Tormenta solar de nivel G4: el fenómeno más intenso en dos décadas sacude al planeta
La Tierra atraviesa uno de los episodios de actividad solar más intensos de los últimos 22 años, luego de que una poderosa eyección de masa coronal, provocada por una llamarada solar extrema, impactara el entorno espacial del planeta. El fenómeno encendió las alertas de los principales centros de monitoreo del clima espacial y obligó a activar protocolos preventivos para proteger infraestructuras tecnológicas críticas.
De acuerdo con organismos internacionales, la eyección avanzó a velocidades extraordinarias desde el Sol y dio origen a una tormenta geomagnética de gran magnitud, comparable con eventos que no se registraban desde octubre de 2003. Entre los primeros efectos visibles se reportó la aparición de auroras boreales y australes en latitudes poco habituales, lo que confirmó la intensidad del evento.
Posible tormenta geomagnética de nivel G4
Antes del impacto, la Administración Nacional Oceánica y Atmosférica (NOAA) elevó la alerta a una posible tormenta geomagnética de nivel G4, dentro de una escala que va de G1 a G5. Este nivel implica riesgos significativos para redes eléctricas, sistemas de navegación y satélites, por lo que operadores energéticos y tecnológicos comenzaron a revisar y ajustar sus sistemas de protección.
Especialistas señalaron que el fenómeno no fue un evento aislado, sino parte de una secuencia de erupciones solares originadas en una región activa del Sol, caracterizada por un extenso grupo de manchas solares. Este contexto mantiene abierta la posibilidad de nuevos episodios en los próximos días, ya que el astro se encuentra en una fase ascendente de su ciclo natural de aproximadamente 11 años.
¿Qué ocurre cuando una tormenta solar impacta la Tierra?
Las tormentas solares se producen cuando el Sol libera enormes cantidades de plasma y campos magnéticos al espacio.
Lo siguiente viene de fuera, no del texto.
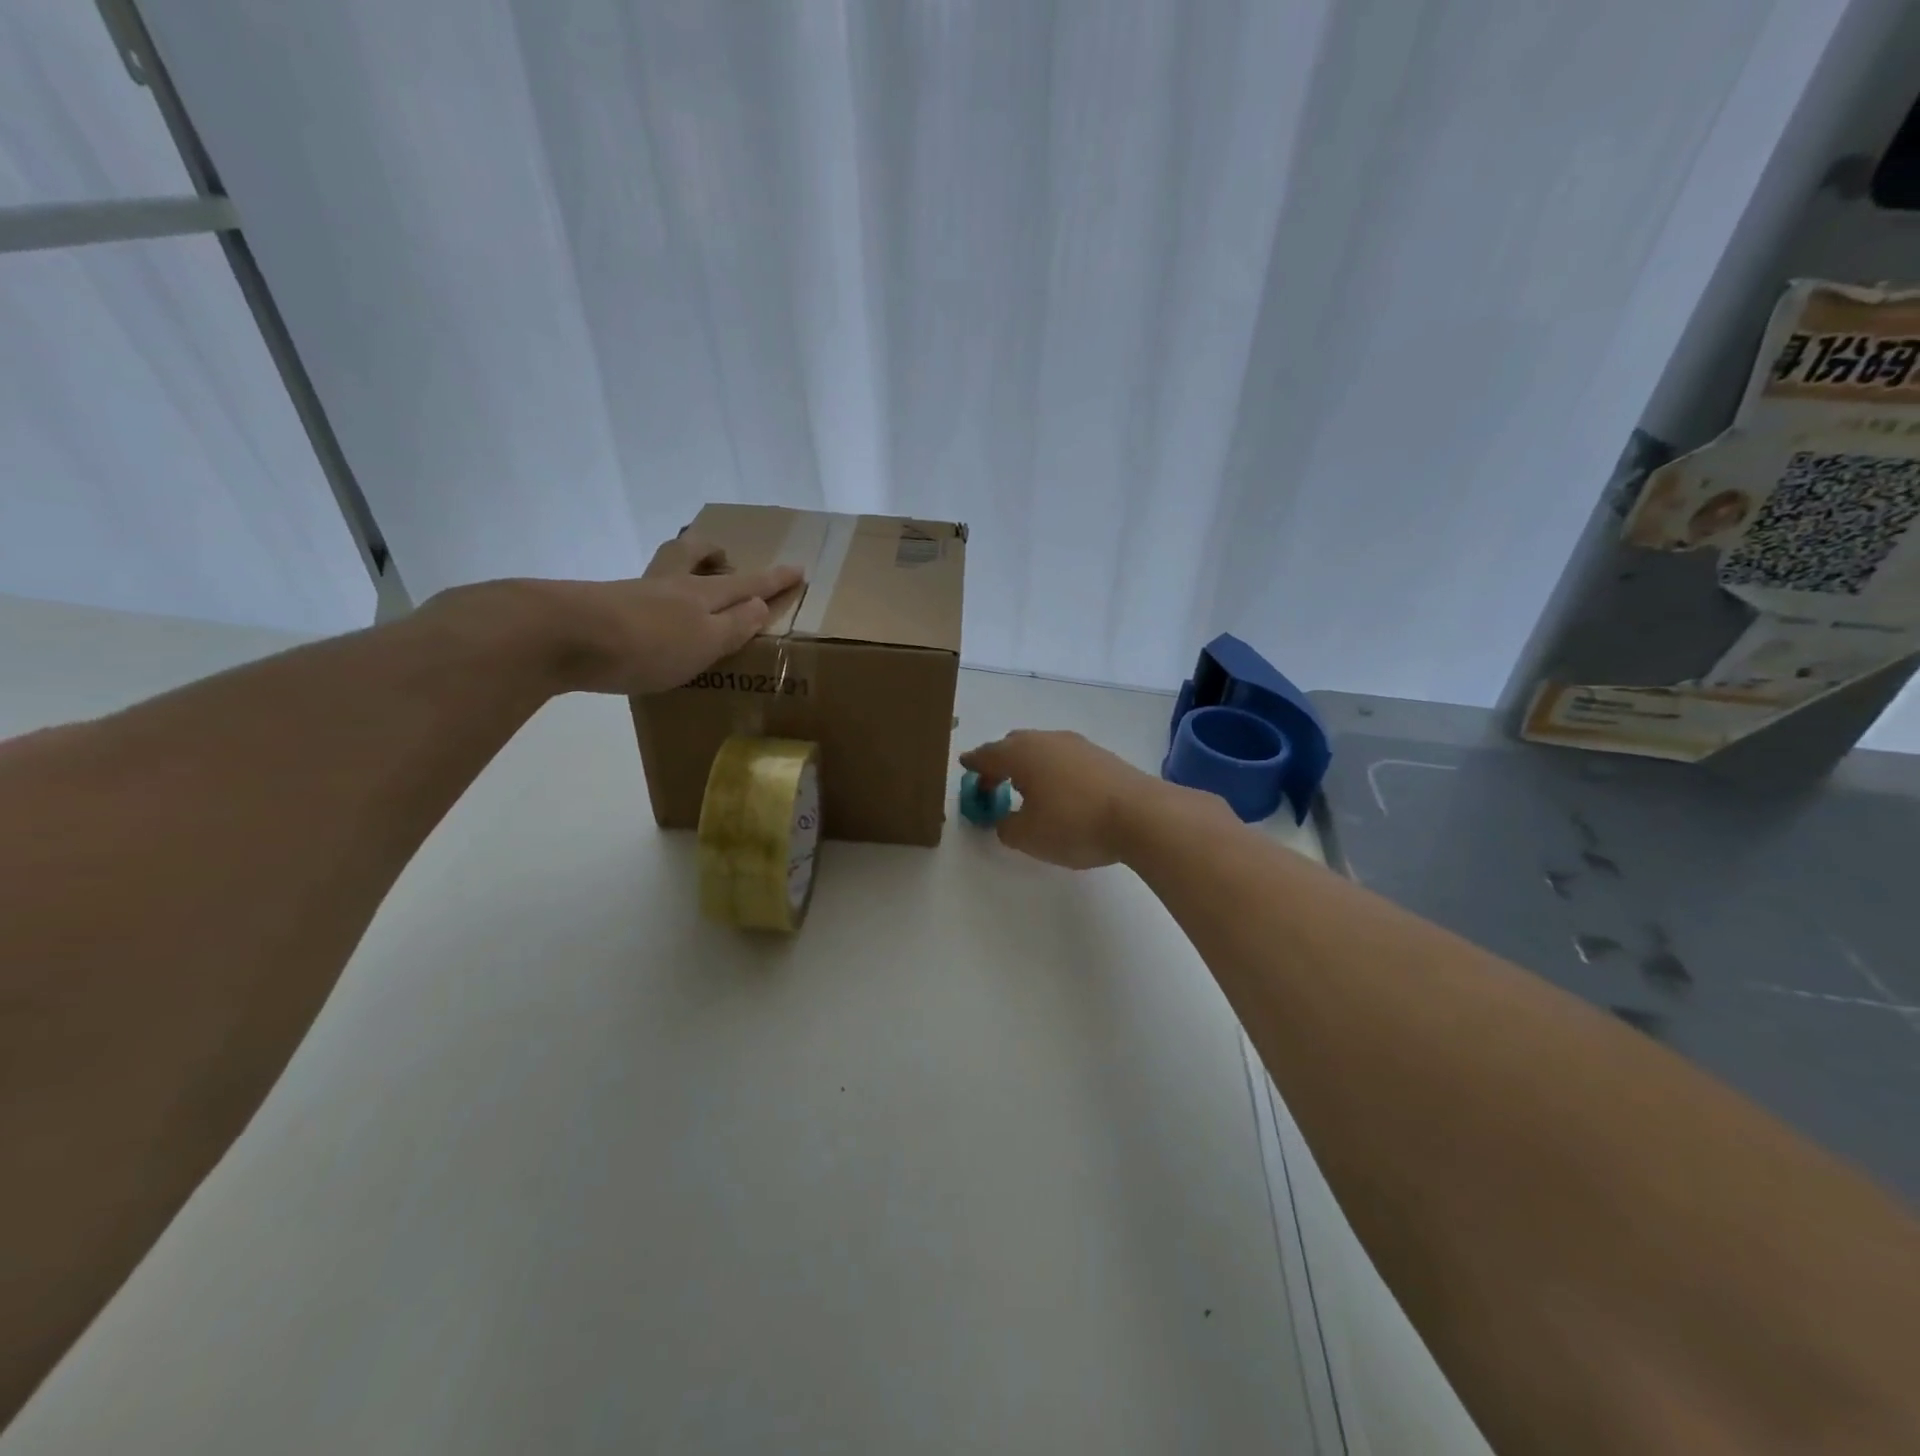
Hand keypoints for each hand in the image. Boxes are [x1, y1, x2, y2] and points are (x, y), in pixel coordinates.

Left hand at [483, 535, 803, 695]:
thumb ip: (735, 625)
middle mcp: (668, 586)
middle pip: (691, 554)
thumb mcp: (704, 641)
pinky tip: (647, 623)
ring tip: (687, 590)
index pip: (747, 584)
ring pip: (662, 570)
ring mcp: (631, 593)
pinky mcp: (600, 608)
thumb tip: (760, 604)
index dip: (774, 579)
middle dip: (712, 552)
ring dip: (680, 571)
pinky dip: (652, 602)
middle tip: (723, 557)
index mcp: (701, 595)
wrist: (560, 636)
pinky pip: (637, 596)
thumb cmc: (646, 644)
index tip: (798, 568)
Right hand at [960, 730, 1162, 868]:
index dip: (974, 763)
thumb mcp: (1028, 836)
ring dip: (1030, 766)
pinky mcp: (1103, 757)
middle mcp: (1047, 740)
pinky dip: (1054, 771)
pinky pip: (1065, 759)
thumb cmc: (1074, 823)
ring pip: (1043, 750)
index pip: (988, 754)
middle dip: (1000, 762)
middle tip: (992, 782)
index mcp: (1021, 753)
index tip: (965, 766)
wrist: (1141, 815)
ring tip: (1027, 790)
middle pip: (1015, 745)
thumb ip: (1006, 827)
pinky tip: (1060, 793)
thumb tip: (1005, 820)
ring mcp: (1078, 745)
Al interactuar con la magnetosfera terrestre, estas partículas generan corrientes eléctricas inducidas que pueden afectar tanto el espacio cercano como la superficie del planeta.
En este caso, la eyección estuvo asociada a una llamarada solar de clase X, la categoría más intensa. Además, los instrumentos detectaron una tormenta de radiación solar nivel S4, la más fuerte en más de dos décadas, según confirmó el Centro de Predicción del Clima Espacial.
Riesgos tecnológicos y medidas preventivas
El aumento de radiación representa un desafío para la exploración espacial, la aviación y los sistemas satelitales. Astronautas a bordo de la Estación Espacial Internacional pueden ser reubicados temporalmente en zonas más protegidas, mientras que vuelos polares enfrentan posibles interferencias en comunicaciones.
El SWPC notificó la situación a la NASA, autoridades aeronáuticas y operadores de redes eléctricas. Según expertos, aunque no se anticipan apagones generalizados, algunos sistemas pueden desconectarse de manera preventiva para evitar daños mayores, como ocurrió en eventos históricos en Europa y África en 2003.
Un recordatorio del vínculo Sol–Tierra
Más allá de los riesgos, la tormenta ofreció un espectáculo natural extraordinario. Miles de personas documentaron auroras visibles en regiones alejadas de los polos, un fenómeno que subrayó el alcance global del evento.
La tormenta solar más intensa en más de dos décadas dejó claro que la actividad del Sol no es un fenómeno lejano, sino un factor que influye directamente en la vida moderna, desde la energía y las comunicaciones hasta la exploración espacial y la seguridad tecnológica.